In just the first half of this fiscal year, which began in July 2008, the clinic has seen or consulted with more than 400 people. In the entire previous year, they served a total of 528.
“We’re trying to expand to be ready,” Young said. “We’re getting a mandate from the state to serve more people in the community.”
Rockbridge Area Community Services provides mental health care to residents without health insurance, and Young said that, as residents lose health insurance after layoffs, his staff will have to assist them. The organization has brought on two more clinicians to deal with the increasing demand.
Art Goldsmith, a professor of economics at Washington and Lee University, thinks that the recession is hitting residents of Rockbridge area harder now, because it has spread from the national financial sector to the general population.
“They weren’t in the first wave of this recession, but they’re certainly exposed to it now,” Goldsmith said of the local work force.
Goldsmith has done research showing that unemployment can have a strong effect on mental health.
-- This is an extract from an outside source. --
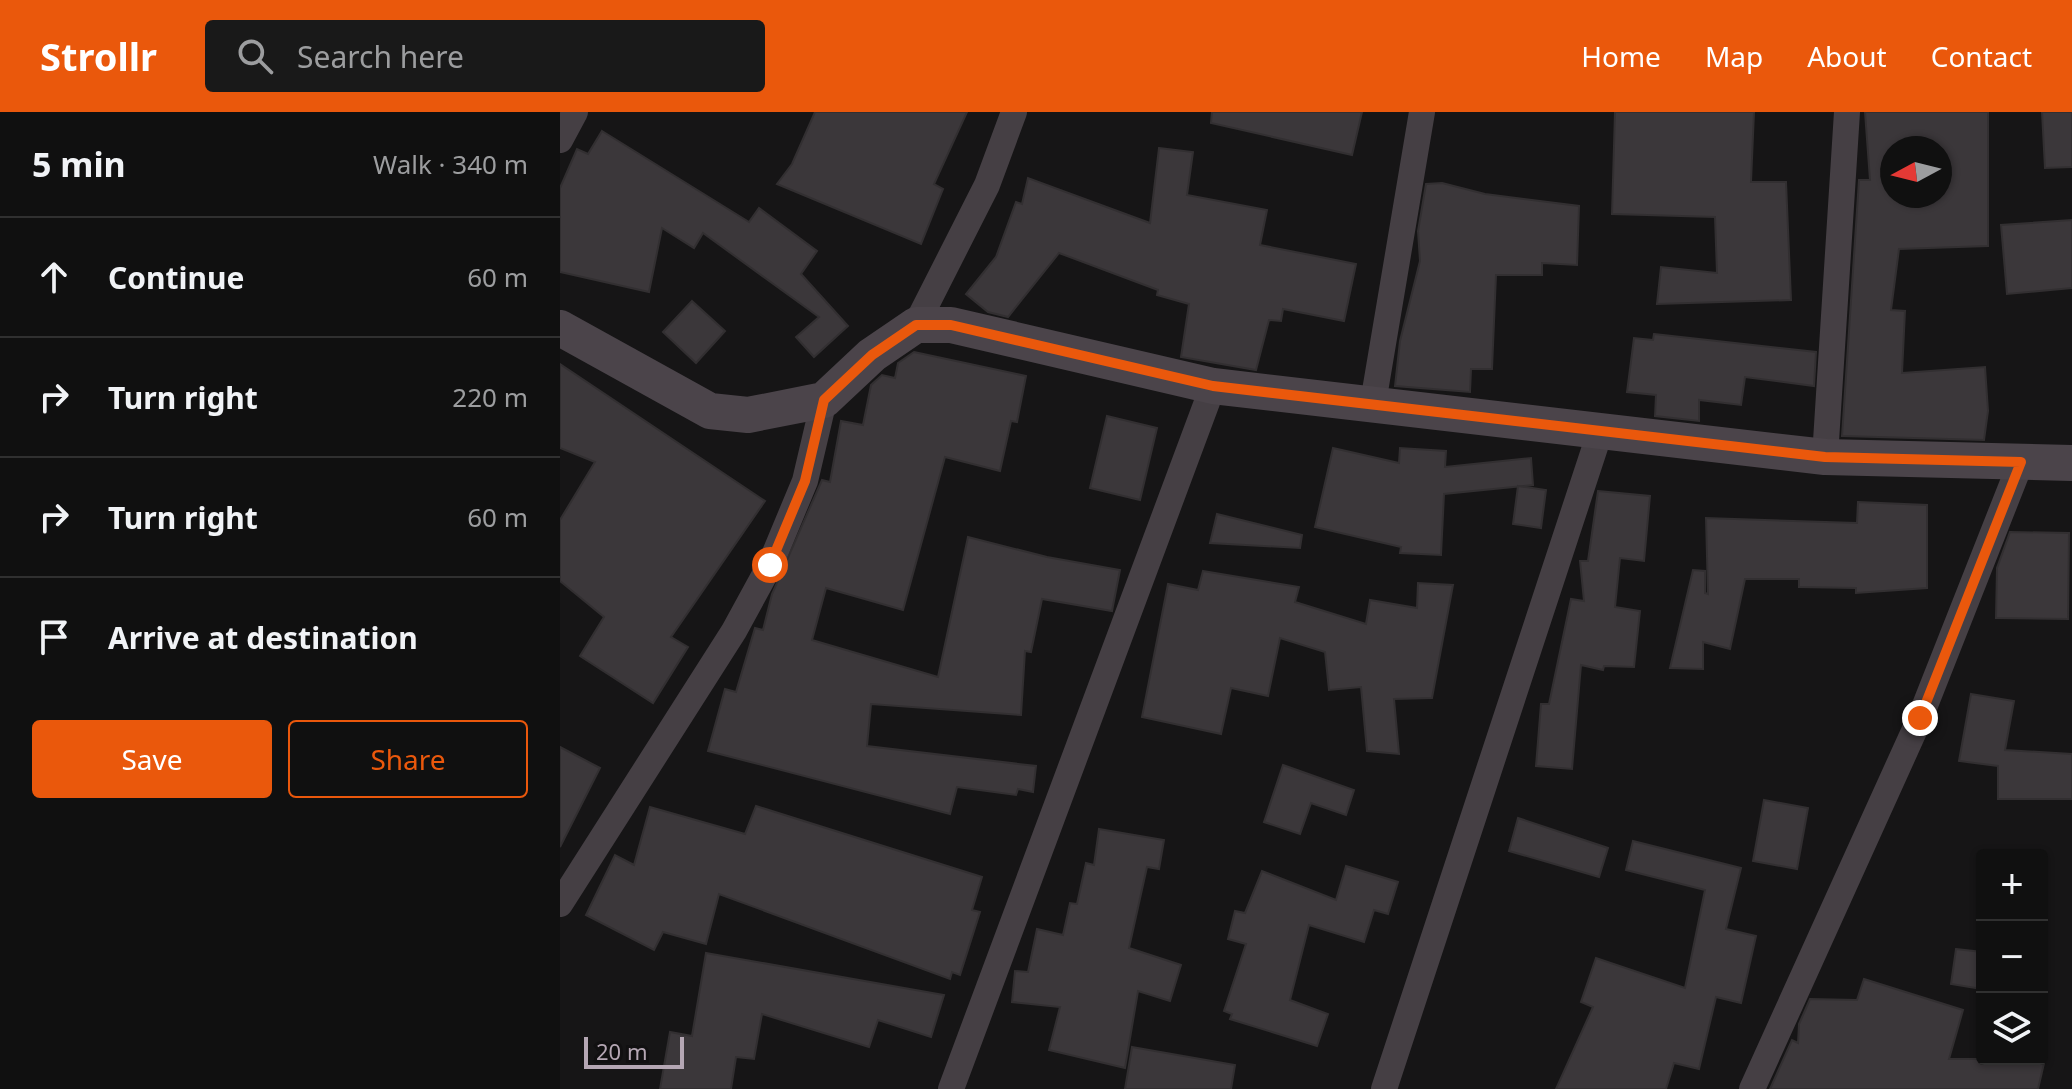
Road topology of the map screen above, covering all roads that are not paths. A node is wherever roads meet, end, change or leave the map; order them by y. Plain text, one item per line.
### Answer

“Joblessness, to a certain extent, is scarring people, rather than a blemish,” he said.
Calls to national suicide hotlines rose 21 percent between September 2007 and September 2008, according to a recent USA Today story.
And unemployment, according to the U.S. Bureau of Labor Statistics, is now nationally at 7.6 percent. Virginia’s unemployment rate was lower -- 5.4 percent at the end of December – but that rate was almost double what it was 10 years ago.
Goldsmith has found that unemployment can lead to lower self-esteem, depression, sleeplessness, anxiety and a lessened sense of control in everyone, regardless of age, race, marital status or previous job status.
Casteele, of Project Horizon, believes that although such factors as economic stress cannot be blamed directly for causing abusive behavior, the economy likely adds to the stress of those who are already abusive.
Goldsmith agrees.
“The decision of some people is to engage in family violence, to abuse drugs and alcohol, to maybe even take their own lives,” Goldsmith said. “We certainly don’t want to make the excuse that these people are under stress and it’s OK. Of course it’s not.”
Goldsmith recommends that families of recently laid-off workers try to help them understand that they are not being fired, but that their employers can no longer afford them
"It's very important that your friends and family be a support network, that you find things to do with yourself, to get you out of the house,” he said. “Things you miss, going to work every day.”